--- EXCERPTED RECORDS ---
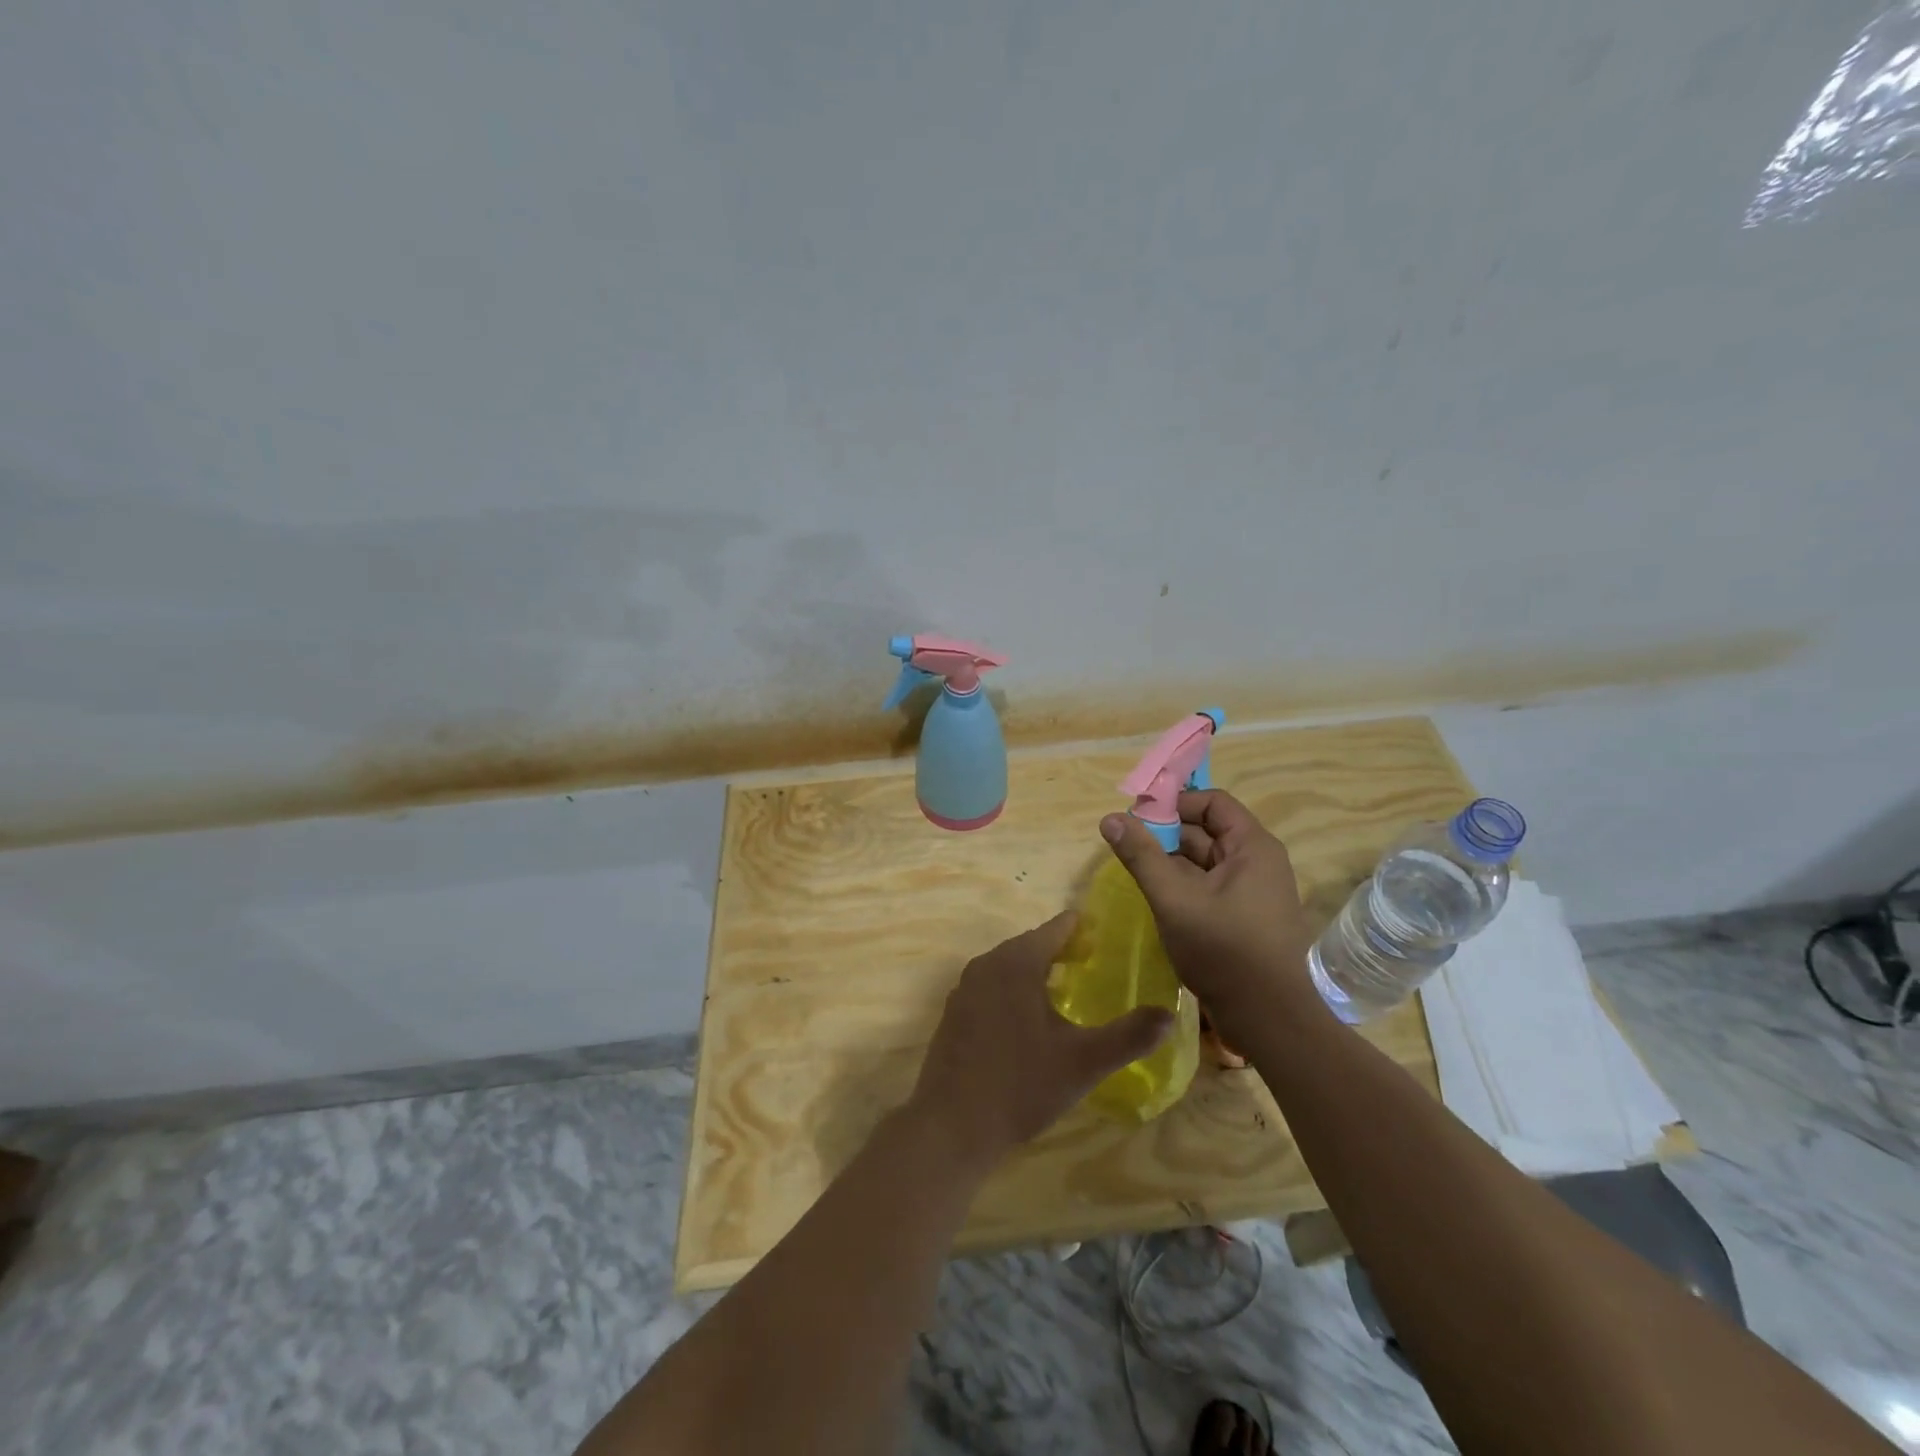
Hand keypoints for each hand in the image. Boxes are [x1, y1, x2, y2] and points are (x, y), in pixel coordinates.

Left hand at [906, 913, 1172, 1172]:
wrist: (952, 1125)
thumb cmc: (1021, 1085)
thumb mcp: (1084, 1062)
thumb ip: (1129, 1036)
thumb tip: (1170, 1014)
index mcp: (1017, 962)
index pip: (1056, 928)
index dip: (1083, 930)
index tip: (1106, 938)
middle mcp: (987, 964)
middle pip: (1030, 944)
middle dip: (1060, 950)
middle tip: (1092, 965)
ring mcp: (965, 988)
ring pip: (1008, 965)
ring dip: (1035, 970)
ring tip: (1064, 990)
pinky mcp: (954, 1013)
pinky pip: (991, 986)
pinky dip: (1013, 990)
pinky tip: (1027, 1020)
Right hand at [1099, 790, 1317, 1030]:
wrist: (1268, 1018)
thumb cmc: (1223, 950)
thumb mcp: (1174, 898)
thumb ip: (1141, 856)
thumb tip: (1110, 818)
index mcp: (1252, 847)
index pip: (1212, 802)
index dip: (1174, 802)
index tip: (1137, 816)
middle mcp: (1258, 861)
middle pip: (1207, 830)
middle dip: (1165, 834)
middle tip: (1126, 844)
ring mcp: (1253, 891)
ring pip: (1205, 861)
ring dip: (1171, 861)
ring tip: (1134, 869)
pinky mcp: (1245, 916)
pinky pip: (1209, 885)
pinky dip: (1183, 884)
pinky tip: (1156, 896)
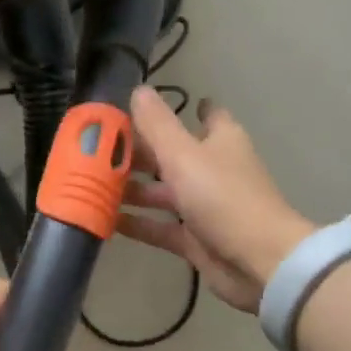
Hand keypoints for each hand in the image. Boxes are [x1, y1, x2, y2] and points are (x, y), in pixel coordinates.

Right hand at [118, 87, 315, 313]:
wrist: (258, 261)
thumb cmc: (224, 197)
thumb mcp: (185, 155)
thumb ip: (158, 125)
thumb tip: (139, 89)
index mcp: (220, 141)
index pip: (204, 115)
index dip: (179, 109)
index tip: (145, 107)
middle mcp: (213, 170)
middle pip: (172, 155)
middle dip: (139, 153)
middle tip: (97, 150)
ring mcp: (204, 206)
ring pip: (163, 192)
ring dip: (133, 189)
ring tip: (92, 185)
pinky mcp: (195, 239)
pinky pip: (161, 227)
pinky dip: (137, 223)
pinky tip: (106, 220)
---
EXERCISE BRIEF: Extract the text of all the records above verbatim, excluding pictures.

WORKED SOLUTION:
Hand keypoints for each hand in the image. Boxes are [x1, y1, x2, y2] and points are (x, y), in pixel coordinates.

Left hand at [906, 913, 1172, 1172]:
wrist: (952, 1125)
thumb cmc: (1021, 1085)
thumb mcp: (1084, 1062)
thumb ip: (1129, 1036)
thumb tip: (1170, 1014)
index mcp: (1017, 962)
index pip: (1056, 928)
index dip: (1083, 930)
index tip: (1106, 938)
middle mcp: (987, 964)
middle pip: (1030, 944)
middle dip: (1060, 950)
middle tip: (1092, 965)
ring mcp: (965, 988)
ring pip: (1008, 965)
ring dip: (1035, 970)
ring tip: (1064, 990)
pinky mcp: (954, 1013)
pinky pip: (991, 986)
pinky dip: (1013, 990)
pinky tip: (1027, 1020)
Right hand at [1099, 790, 1317, 1030]:
wrist: (1268, 1018)
thumb cmc: (1223, 950)
thumb mcp: (1174, 898)
thumb ip: (1141, 856)
thumb tip: (1110, 818)
index mcp: (1252, 847)
index pip: (1212, 802)
index dip: (1174, 802)
index tip: (1137, 816)
middle mcp: (1258, 861)
middle pip: (1207, 830)
middle dip: (1165, 834)
middle tip: (1126, 844)
ring mcp: (1253, 891)
ring pip: (1205, 861)
ring dip: (1171, 861)
ring tip: (1134, 869)
pinky mcp: (1245, 916)
pinky pip: (1209, 885)
pinky dip: (1183, 884)
pinky tip: (1156, 896)
Hand keypoints for each hand in the image. Boxes are [x1, y1, x2, y2] and points are (x, y), in pixel coordinates.

Right hand at [118, 87, 315, 313]:
wrist: (258, 261)
thumb cmc: (224, 197)
thumb mcp: (185, 155)
thumb ip: (158, 125)
thumb tip: (139, 89)
index mcp: (220, 141)
index pip: (204, 115)
index dip: (179, 109)
index tip: (145, 107)
middle mcp: (213, 170)
middle pip: (172, 155)
middle dip: (139, 153)
middle tip: (97, 150)
ring mcp: (204, 206)
ring pip: (163, 192)
ring dip: (133, 189)
ring tip: (92, 185)
pinky mcp: (195, 239)
pinky pip: (161, 227)
pinky dip: (137, 223)
pinky tip: (106, 220)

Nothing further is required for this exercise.